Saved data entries
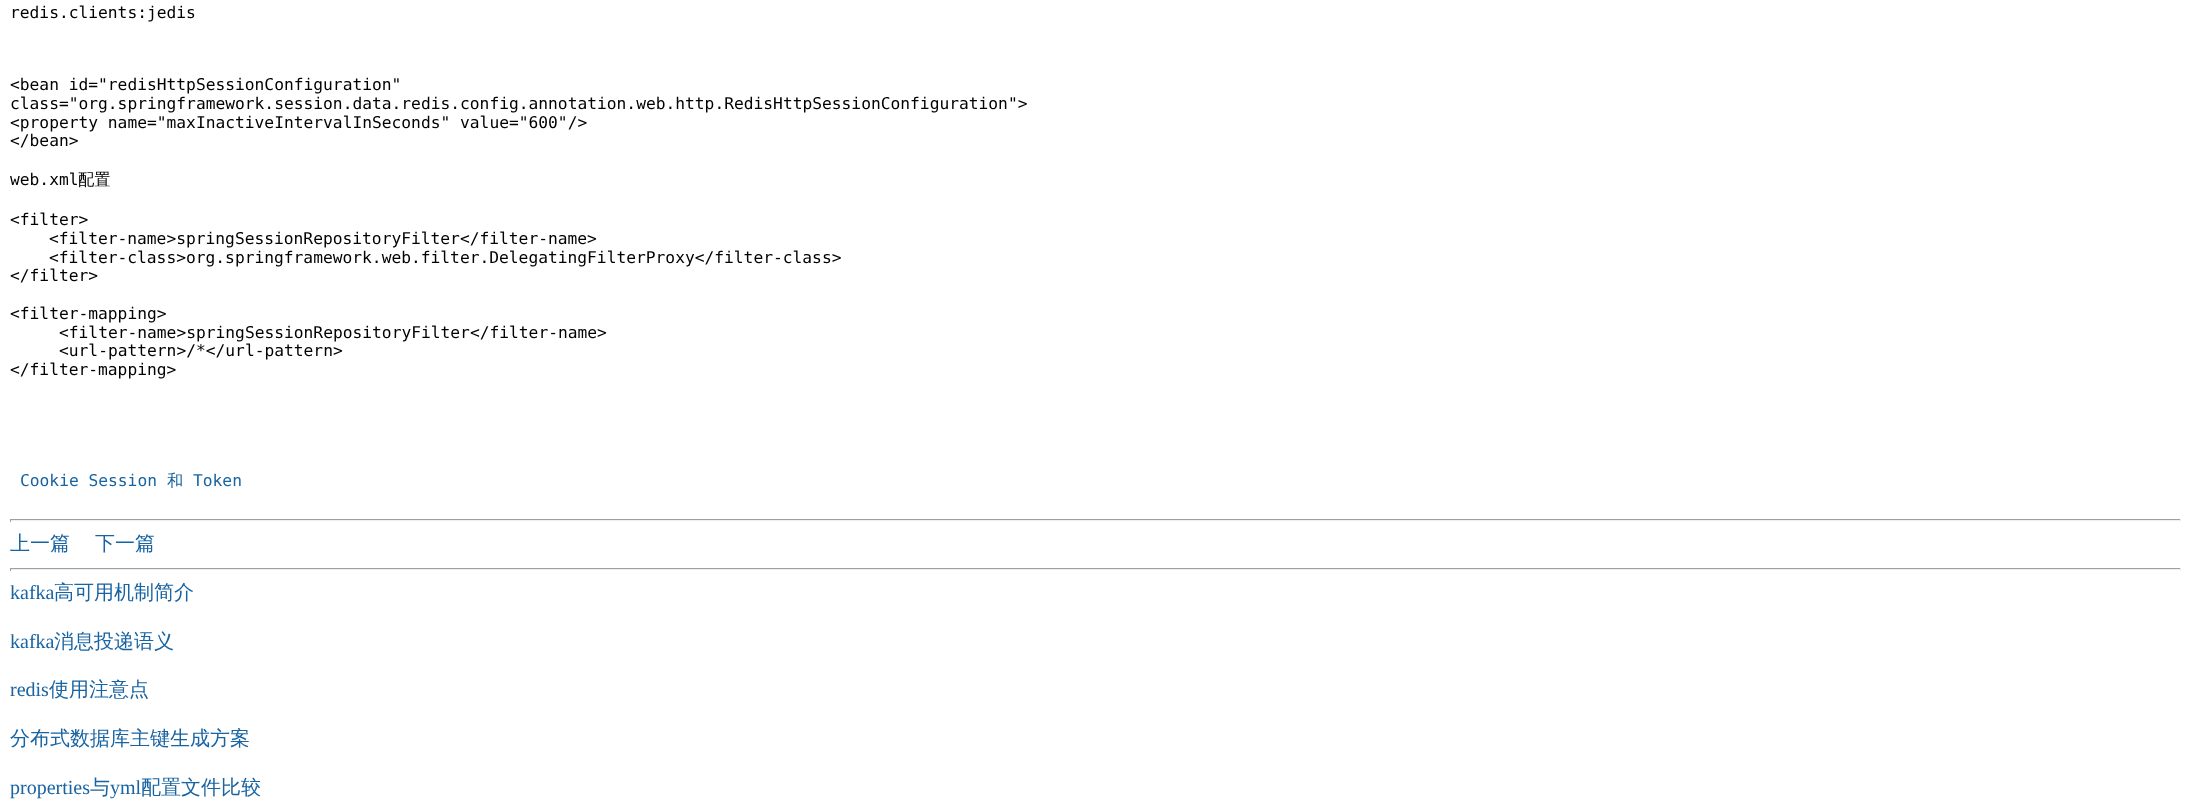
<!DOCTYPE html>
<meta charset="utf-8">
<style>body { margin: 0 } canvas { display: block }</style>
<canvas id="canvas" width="2191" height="799"></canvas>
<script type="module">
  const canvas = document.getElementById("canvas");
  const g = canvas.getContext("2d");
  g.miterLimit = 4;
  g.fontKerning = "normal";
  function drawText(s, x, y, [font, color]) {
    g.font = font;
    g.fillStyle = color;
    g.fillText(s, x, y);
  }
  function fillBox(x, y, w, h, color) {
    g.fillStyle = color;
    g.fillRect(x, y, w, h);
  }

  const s1 = ["16.25px DejaVu Sans Mono", "#000000"];
  const s2 = ["500 16.25px WenQuanYi Zen Hei", "#000000"];
  const s3 = ["16.25px DejaVu Sans Mono", "#1863A1"];
  const s4 = ["500 16.25px WenQuanYi Zen Hei", "#1863A1"];
  const s5 = ["500 20px WenQuanYi Zen Hei", "#1863A1"];
  const s6 = ["20px Liberation Serif", "#1863A1"];

  fillBox(0, 0, 2191, 799, "#FFFFFF");
  drawText("redis.clients:jedis", 10, 18, s1);
  drawText("<bean id=\"redisHttpSessionConfiguration\"", 10, 90, s1);
  drawText("class=\"org.springframework.session.data.redis.config.annotation.web.http.RedisHttpSessionConfiguration\">", 10, 109, s1);
  drawText("<property name=\"maxInactiveIntervalInSeconds\" value=\"600\"/>", 10, 128, s1);
  drawText("<\/bean>", 10, 146, s1);
  drawText("web.xml", 10, 185, s1);
  drawText("配置", 78, 185, s2);
  drawText("<filter>", 10, 225, s1);
  drawText("<filter-name>springSessionRepositoryFilter<\/filter-name>", 49, 244, s1);
  drawText("<filter-class>org.springframework.web.filter.DelegatingFilterProxy<\/filter-class>", 49, 263, s1);
  drawText("<\/filter>", 10, 281, s1);
  drawText("<filter-mapping>", 10, 319, s1);
  drawText("<filter-name>springSessionRepositoryFilter<\/filter-name>", 59, 338, s1);
  drawText("<url-pattern>/*<\/url-pattern>", 59, 356, s1);
  drawText("<\/filter-mapping>", 10, 375, s1);
  drawText("Cookie Session", 20, 486, s3);
  drawText("和", 167, 486, s4);
  drawText("Token", 193, 486, s3);
  fillBox(10, 519, 2171, 1, "#9F9F9F");
  fillBox(2180, 519, 1, 3, "#EEEEEE");
  fillBox(10, 520, 2171, 1, "#EEEEEE");
  fillBox(10, 519, 1, 3, "#9F9F9F");
  drawText("上一篇", 10, 550, s5);
  drawText("下一篇", 95, 550, s5);
  fillBox(10, 568, 2171, 1, "#9F9F9F");
  fillBox(2180, 568, 1, 3, "#EEEEEE");
  fillBox(10, 569, 2171, 1, "#EEEEEE");
  fillBox(10, 568, 1, 3, "#9F9F9F");
  drawText("kafka", 10, 599, s6);
  drawText("高可用机制简介", 54, 599, s5);
  drawText("kafka", 10, 648, s6);
  drawText("消息投递语义", 54, 648, s5);
  drawText("redis", 10, 696, s6);
  drawText("使用注意点", 49, 696, s5);
  drawText("分布式数据库主键生成方案", 10, 745, s5);
  drawText("properties", 10, 794, s6);
  drawText("与", 90, 794, s5);
  drawText("yml", 110, 794, s6);
  drawText("配置文件比较", 141, 794, s5);
</script>
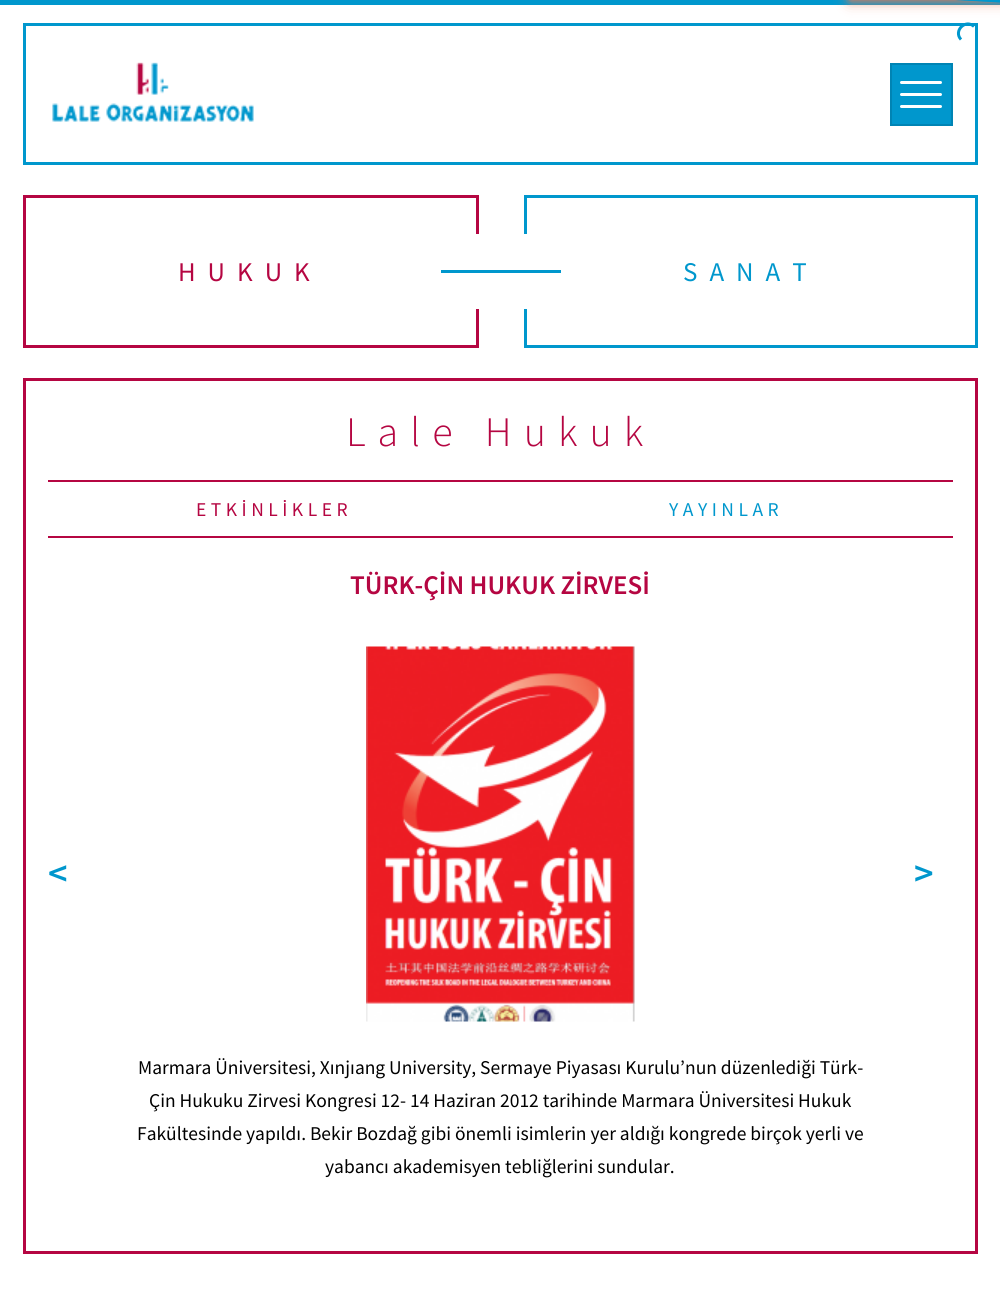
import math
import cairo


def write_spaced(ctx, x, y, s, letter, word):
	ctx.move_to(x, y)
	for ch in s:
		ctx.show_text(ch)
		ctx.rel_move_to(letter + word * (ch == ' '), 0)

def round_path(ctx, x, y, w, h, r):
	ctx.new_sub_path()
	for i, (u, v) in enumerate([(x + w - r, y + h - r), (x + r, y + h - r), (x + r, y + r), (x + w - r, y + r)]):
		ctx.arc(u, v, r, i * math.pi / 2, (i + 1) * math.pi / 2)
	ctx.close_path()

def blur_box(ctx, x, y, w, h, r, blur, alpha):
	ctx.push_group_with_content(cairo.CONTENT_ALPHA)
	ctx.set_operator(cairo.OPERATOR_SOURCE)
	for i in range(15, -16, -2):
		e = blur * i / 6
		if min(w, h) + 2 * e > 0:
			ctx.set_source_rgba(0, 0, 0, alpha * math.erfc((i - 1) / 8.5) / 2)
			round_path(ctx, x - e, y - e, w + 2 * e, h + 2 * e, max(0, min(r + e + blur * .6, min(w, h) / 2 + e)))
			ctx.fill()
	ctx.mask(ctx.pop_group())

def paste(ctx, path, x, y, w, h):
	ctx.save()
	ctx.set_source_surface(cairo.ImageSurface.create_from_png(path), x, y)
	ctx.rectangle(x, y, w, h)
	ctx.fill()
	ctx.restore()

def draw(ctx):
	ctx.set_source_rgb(1, 1, 1)
	ctx.paint()
	ctx.set_source_rgb(0, 0.592, 0.804)
	ctx.rectangle(0, 0, 1000, 5)
	ctx.fill()
	ctx.save()
	ctx.set_fill_rule(cairo.FILL_RULE_EVEN_ODD)
	ctx.new_path()
	ctx.move_to(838, 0)
	ctx.line_to(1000, 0)
	ctx.line_to(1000, 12)
	ctx.line_to(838, 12)
	ctx.close_path()
	ctx.move_to(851, -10)
	ctx.line_to(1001, -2)
	ctx.line_to(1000.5, 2.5)
	ctx.line_to(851, -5.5)
	ctx.close_path()
	ctx.clip()
	ctx.set_source_rgb(0.922, 0.478, 0.333)
	blur_box(ctx, 851, -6, 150, 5, 0, 4, 1)
	ctx.restore()
	ctx.save()
	ctx.set_fill_rule(cairo.FILL_RULE_EVEN_ODD)
	ctx.new_path()
	ctx.move_to(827, 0)
	ctx.line_to(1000, 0)
	ctx.line_to(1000, 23)
	ctx.line_to(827, 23)
	ctx.close_path()
	ctx.move_to(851, -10)
	ctx.line_to(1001, -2)
	ctx.line_to(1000.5, 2.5)
	ctx.line_to(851, -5.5)
	ctx.close_path()
	ctx.clip()
	ctx.set_source_rgb(0.922, 0.478, 0.333)
	blur_box(ctx, 851, -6, 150, 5, 0, 7.5, 1)
	ctx.restore()
	ctx.rectangle(24.5, 24.5, 952, 139)
	ctx.set_line_width(3)
	ctx.stroke()
	ctx.new_path()
	ctx.move_to(961, 39.5)
	ctx.curve_to(953, 31, 965.5, 18.5, 974, 26.5)
	ctx.stroke()
	paste(ctx, 'media/1.png', 52, 62, 202, 60)
	ctx.rectangle(891, 64, 61, 61)
	ctx.fill_preserve()
	ctx.set_source_rgb(0, 0.518, 0.706)
	ctx.set_line_width(2)
	ctx.stroke()
	ctx.set_source_rgb(1, 1, 1)
	round_path(ctx, 900, 81, 42, 3, 1.5)
	ctx.fill()
	round_path(ctx, 900, 93, 42, 3, 1.5)
	ctx.fill()
	round_path(ctx, 900, 105, 42, 3, 1.5)
	ctx.fill()
	ctx.rectangle(24.5, 196.5, 453, 150)
	ctx.set_source_rgb(0.71, 0.027, 0.259)
	ctx.set_line_width(3)
	ctx.stroke()
	ctx.rectangle(525.5, 196.5, 451, 150)
	ctx.set_source_rgb(0, 0.592, 0.804)
	ctx.stroke()
	ctx.set_source_rgb(1, 1, 1)
	ctx.rectangle(476, 234, 51, 75)
	ctx.fill()
	ctx.set_source_rgb(0, 0.592, 0.804)
	ctx.rectangle(441, 270, 120, 3)
	ctx.fill()
	ctx.select_font_face('Source Sans Pro')
	ctx.set_font_size(27)
	ctx.set_source_rgb(0.71, 0.027, 0.259)
	write_spaced(ctx, 178, 281, 'HUKUK', 12, 0)
	ctx.set_source_rgb(0, 0.592, 0.804)
	write_spaced(ctx, 683, 281, 'SANAT', 12, 0)
	ctx.rectangle(24.5, 379.5, 952, 873)
	ctx.set_source_rgb(0.71, 0.027, 0.259)
	ctx.stroke()
	ctx.rectangle(48, 480, 905, 2)
	ctx.fill()
	ctx.select_font_face('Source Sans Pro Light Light')
	ctx.set_font_size(42)
	write_spaced(ctx, 346, 446, 'Lale Hukuk', 12, 0)
	ctx.rectangle(48, 536, 905, 2)
	ctx.fill()
	ctx.select_font_face('Source Sans Pro')
	ctx.set_font_size(19.5)
	write_spaced(ctx, 196, 516, 'ETKİNLİKLER', 4.5, 0)
	ctx.set_source_rgb(0, 0.592, 0.804)
	write_spaced(ctx, 669, 516, 'YAYINLAR', 4.5, 0)
	ctx.select_font_face('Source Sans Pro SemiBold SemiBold')
	ctx.set_font_size(27)
	ctx.set_source_rgb(0.71, 0.027, 0.259)
	ctx.move_to(350, 594)
	ctx.show_text('TÜRK-ÇİN HUKUK ZİRVESİ')
	ctx.set_font_size(38)
	ctx.set_source_rgb(0, 0.592, 0.804)
	ctx.move_to(48, 886)
	ctx.show_text('<')
	ctx.move_to(914, 886)
	ctx.show_text('>')
	paste(ctx, 'media/2.png', 366, 646, 269, 376)
	ctx.select_font_face('Source Sans Pro')
	ctx.set_font_size(19.5)
	ctx.set_source_rgb(0, 0, 0)
	for x, y, s in [
		(138, 1074, 'Marmara Üniversitesi, Xınjıang University, Sermaye Piyasası Kurulu’nun düzenlediği Türk-'),
		(149, 1107, 'Çin Hukuku Zirvesi Kongresi 12- 14 Haziran 2012 tarihinde Marmara Üniversitesi Hukuk'),
		(137, 1140, 'Fakültesinde yapıldı. Bekir Bozdağ gibi önemli isimlerin yer aldığı kongrede birçok yerli ve'),
		(325, 1173, 'yabancı akademisyen tebliğlerini sundular.'),
	]:
		ctx.move_to(x, y)
		ctx.show_text(s)


surface = cairo.ImageSurface(cairo.FORMAT_RGB24, 1000, 1304)
ctx = cairo.Context(surface)
options = cairo.FontOptions()
options.set_hint_metrics(cairo.HINT_METRICS_OFF)
options.set_hint_style(cairo.HINT_STYLE_NONE)
ctx.set_font_options(options)
ctx.set_miter_limit(4)
draw(ctx)
surface.write_to_png('image.png')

> EXERCISE OBJECTIVE
Tally the lines in the entries above that hold the string "canvas" and state the tally alone.

> ANSWER SPACE
4